_WHAT YOU ARE ASKED TO DO_: Report each line below that carries the word "Dona".

_SUPPLIED MATERIAL_:
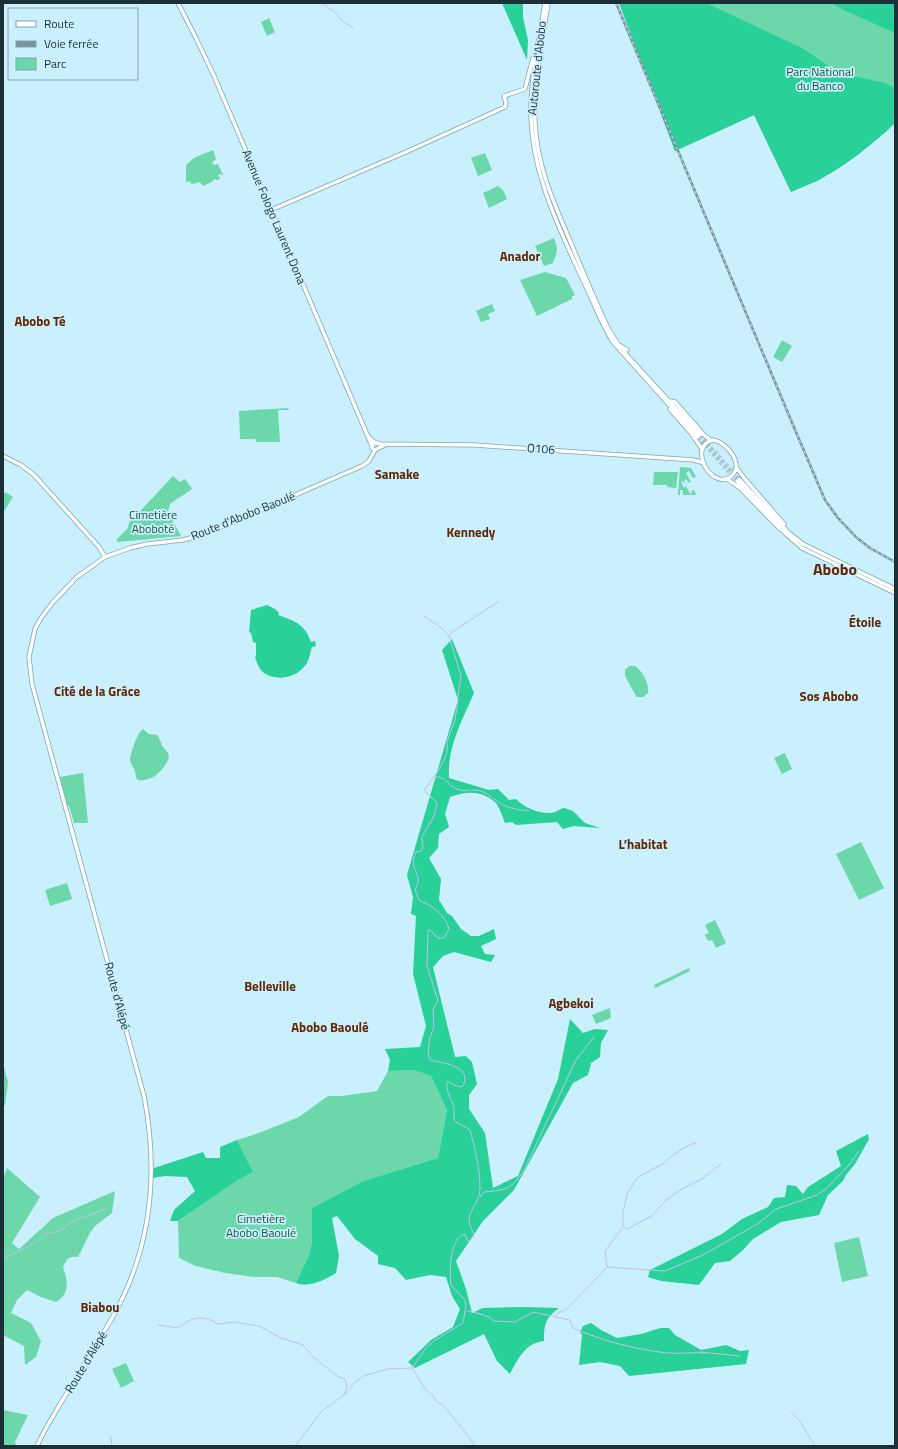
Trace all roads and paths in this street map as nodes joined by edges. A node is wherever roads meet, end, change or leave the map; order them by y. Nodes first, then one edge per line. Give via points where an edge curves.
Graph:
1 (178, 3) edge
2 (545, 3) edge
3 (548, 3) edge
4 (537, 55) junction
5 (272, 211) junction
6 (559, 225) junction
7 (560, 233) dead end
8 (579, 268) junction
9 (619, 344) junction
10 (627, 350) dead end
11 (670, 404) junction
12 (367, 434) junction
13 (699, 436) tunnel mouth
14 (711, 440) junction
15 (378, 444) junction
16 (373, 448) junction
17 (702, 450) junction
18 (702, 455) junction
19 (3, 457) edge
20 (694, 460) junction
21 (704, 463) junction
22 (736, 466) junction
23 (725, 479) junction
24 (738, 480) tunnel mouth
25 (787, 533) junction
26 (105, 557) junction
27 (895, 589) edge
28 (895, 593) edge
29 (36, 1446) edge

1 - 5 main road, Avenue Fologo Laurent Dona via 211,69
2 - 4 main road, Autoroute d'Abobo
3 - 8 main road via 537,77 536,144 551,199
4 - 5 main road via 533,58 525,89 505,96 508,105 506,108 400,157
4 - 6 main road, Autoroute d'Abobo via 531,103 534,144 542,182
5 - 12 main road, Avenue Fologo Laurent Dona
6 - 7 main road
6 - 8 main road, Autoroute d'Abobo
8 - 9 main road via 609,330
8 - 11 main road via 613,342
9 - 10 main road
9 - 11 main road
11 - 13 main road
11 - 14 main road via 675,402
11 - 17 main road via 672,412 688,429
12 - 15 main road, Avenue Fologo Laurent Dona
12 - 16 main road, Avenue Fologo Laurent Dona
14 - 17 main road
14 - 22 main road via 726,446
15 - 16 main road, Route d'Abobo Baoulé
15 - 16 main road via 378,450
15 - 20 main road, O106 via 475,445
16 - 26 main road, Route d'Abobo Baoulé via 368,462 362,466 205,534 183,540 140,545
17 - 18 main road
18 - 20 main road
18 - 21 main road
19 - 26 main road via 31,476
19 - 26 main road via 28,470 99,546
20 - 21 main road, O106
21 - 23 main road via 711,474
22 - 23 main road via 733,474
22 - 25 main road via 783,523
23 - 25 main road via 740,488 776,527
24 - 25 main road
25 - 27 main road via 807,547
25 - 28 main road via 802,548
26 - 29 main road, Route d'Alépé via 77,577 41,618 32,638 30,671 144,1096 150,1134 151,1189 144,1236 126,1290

_EXPECTED ANSWER_:
1 - 5 main road, Avenue Fologo Laurent Dona via 211,69
5 - 12 main road, Avenue Fologo Laurent Dona
12 - 15 main road, Avenue Fologo Laurent Dona
12 - 16 main road, Avenue Fologo Laurent Dona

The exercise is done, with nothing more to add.